──────── DATA RECORDS

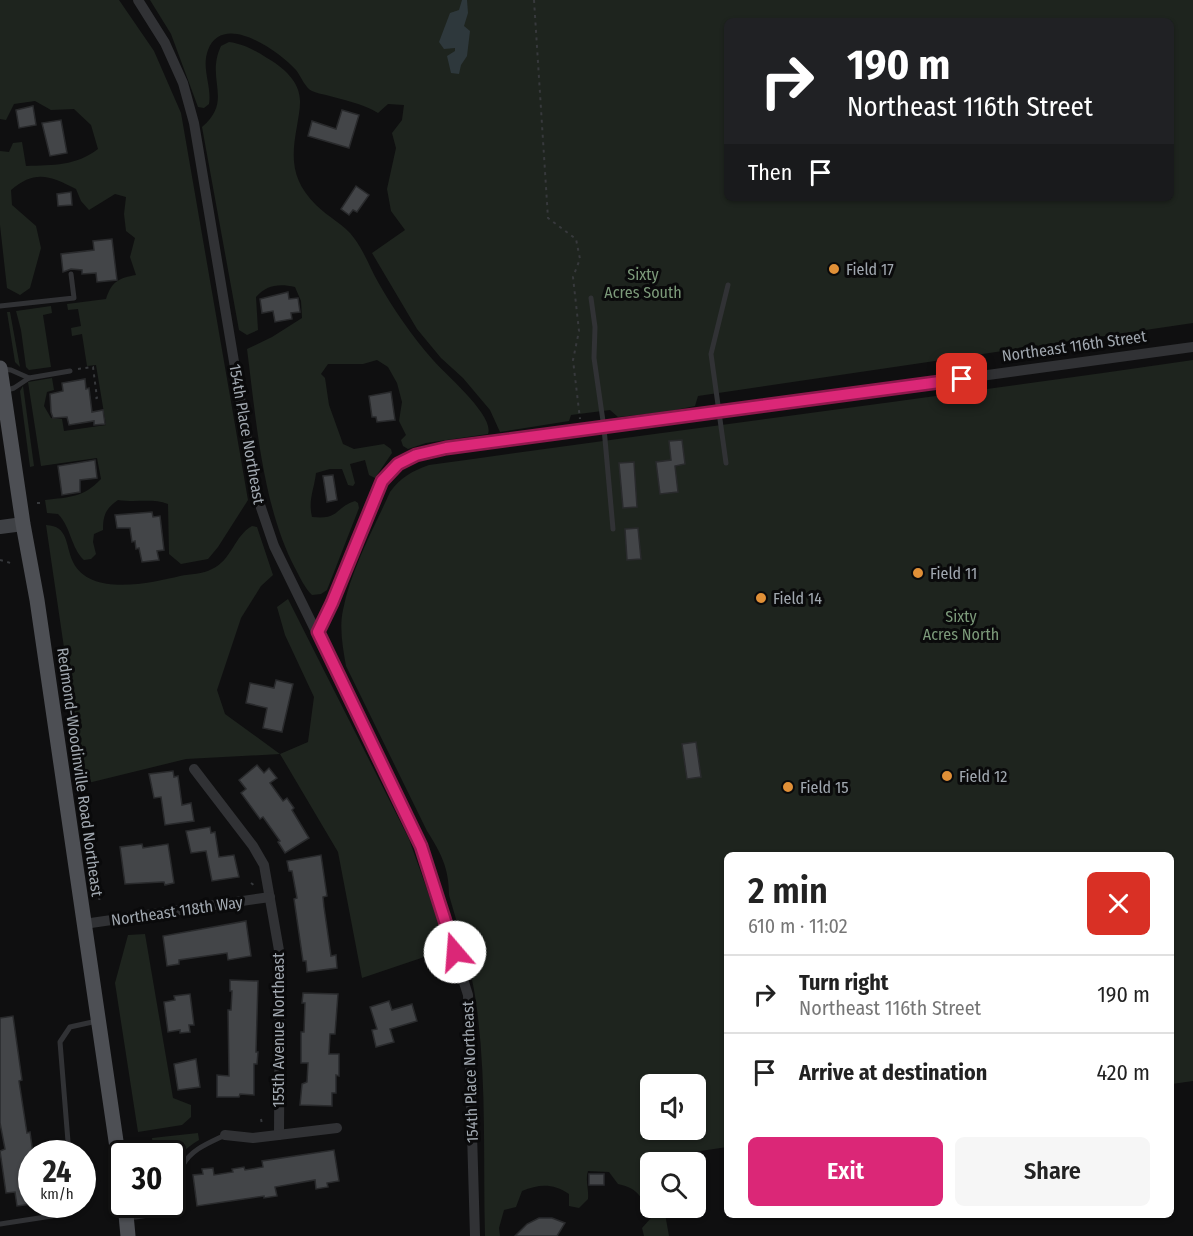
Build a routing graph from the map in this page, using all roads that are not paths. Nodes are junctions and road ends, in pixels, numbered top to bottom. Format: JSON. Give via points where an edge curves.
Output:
{"nodes":[{"id":1,"x":138,"y":0,"type":"edge"},
{"id":2,"x":71,"y":274,"type":"dead end"},
{"id":3,"x":728,"y":285,"type":"dead end"},
{"id":4,"x":591,"y":298,"type":"dead end"},
{"id":5,"x":0,"y":306,"type":"edge"},
{"id":6,"x":1193,"y":347,"type":"edge"},
{"id":7,"x":0,"y":369,"type":"edge"},
{"id":8,"x":70,"y":371,"type":"road end"},
{"id":9,"x":29,"y":378,"type":"junction"},
{"id":10,"x":3,"y":391,"type":"junction"},
{"id":11,"x":718,"y":412,"type":"junction"},
{"id":12,"x":604,"y":428,"type":"junction"},
{"id":13,"x":726,"y":463,"type":"dead end"},
{"id":14,"x":23,"y":524,"type":"junction"},
{"id":15,"x":0,"y":527,"type":"edge"},
{"id":16,"x":613,"y":529,"type":"dead end"},
{"id":17,"x":318,"y":632,"type":"junction"},
{"id":18,"x":194,"y":769,"type":"dead end"},
{"id":19,"x":270,"y":897,"type":"junction"},
{"id":20,"x":84,"y":924,"type":"junction"},
{"id":21,"x":98,"y":1020,"type":"junction"},
{"id":22,"x":337,"y":1128,"type":"dead end"},
{"id":23,"x":225,"y":1135,"type":"joint"},
{"id":24,"x":279,"y":1135,"type":"junction"},
{"id":25,"x":68,"y":1140,"type":"edge"},
{"id":26,"x":116,"y":1140,"type":"edge"},
{"id":27,"x":186,"y":1160,"type":"edge"},
{"id":28,"x":39,"y":1218,"type":"edge"},
{"id":29,"x":127,"y":1218,"type":"edge"},
{"id":30,"x":0,"y":1224,"type":"edge"},
{"id":31,"x":128,"y":1236,"type":"edge"},
{"id":32,"x":475,"y":1236,"type":"edge"}],
"edges":[{"from":1,"to":17,"type":"street","name":"154th Place Northeast","via":[[183,83],[194,123],[260,506],[274,546]]},
{"from":2,"to":5,"type":"lane","via":[[74,298]]},
{"from":3,"to":11,"type":"lane","via":[[711,354]]},
{"from":4,"to":12,"type":"lane"},
{"from":6,"to":11,"type":"street","name":"Northeast 116th Street"},
{"from":7,"to":9,"type":"lane"},
{"from":7,"to":10,"type":"main road","name":"Redmond-Woodinville Road Northeast"},
{"from":8,"to":9,"type":"lane"},
{"from":9,"to":10,"type":"lane"},
{"from":10,"to":14,"type":"main road","name":"Redmond-Woodinville Road Northeast"},
{"from":11,"to":12,"type":"street","name":"Northeast 116th Street"},
{"from":11,"to":13,"type":"lane"},
{"from":12,"to":16,"type":"lane"},
{"from":12,"to":17,"type":"street","name":"Northeast 116th Street","via":[[446,448],[398,464],[382,481]]},
{"from":14,"to":15,"type":"street"},
{"from":14,"to":20,"type":"main road","name":"Redmond-Woodinville Road Northeast"},
{"from":17,"to":32,"type":"street","name":"154th Place Northeast","via":[[421,846],[468,994]]},
{"from":18,"to":19,"type":"street","name":"155th Avenue Northeast","via":[[253,846],[264,865]]},
{"from":19,"to":20,"type":"street","name":"Northeast 118th Way"},
{"from":19,"to":24,"type":"street","name":"155th Avenue Northeast","via":[[280,956]]},
{"from":20,"to":21,"type":"main road","name":"Redmond-Woodinville Road Northeast"},
{"from":21,"to":25,"type":"lane","via":[[70,1027],[60,1042]]},
{"from":21,"to":26,"type":"main road","name":"Redmond-Woodinville Road Northeast"},
{"from":22,"to":24,"type":"street"},
{"from":23,"to":24,"type":"street"},
{"from":23,"to":27,"type":"lane"},
{"from":28,"to":30,"type":"lane"},
{"from":29,"to":31,"type":"main road"}]}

────────────────

#### EXERCISE GOAL
Extract each line holding the word "lane" from the records.

#### ANSWER TO THE PROBLEM
{"from":2,"to":5,"type":"lane","via":[[74,298]]},
{"from":3,"to":11,"type":"lane","via":[[711,354]]},
{"from":4,"to":12,"type":"lane"},
{"from":7,"to":9,"type":"lane"},
{"from":8,"to":9,"type":"lane"},
{"from":9,"to":10,"type":"lane"},
{"from":11,"to":13,"type":"lane"},
{"from":12,"to":16,"type":"lane"},
{"from":21,"to":25,"type":"lane","via":[[70,1027],[60,1042]]},
{"from":23,"to":27,"type":"lane"},
{"from":28,"to":30,"type":"lane"},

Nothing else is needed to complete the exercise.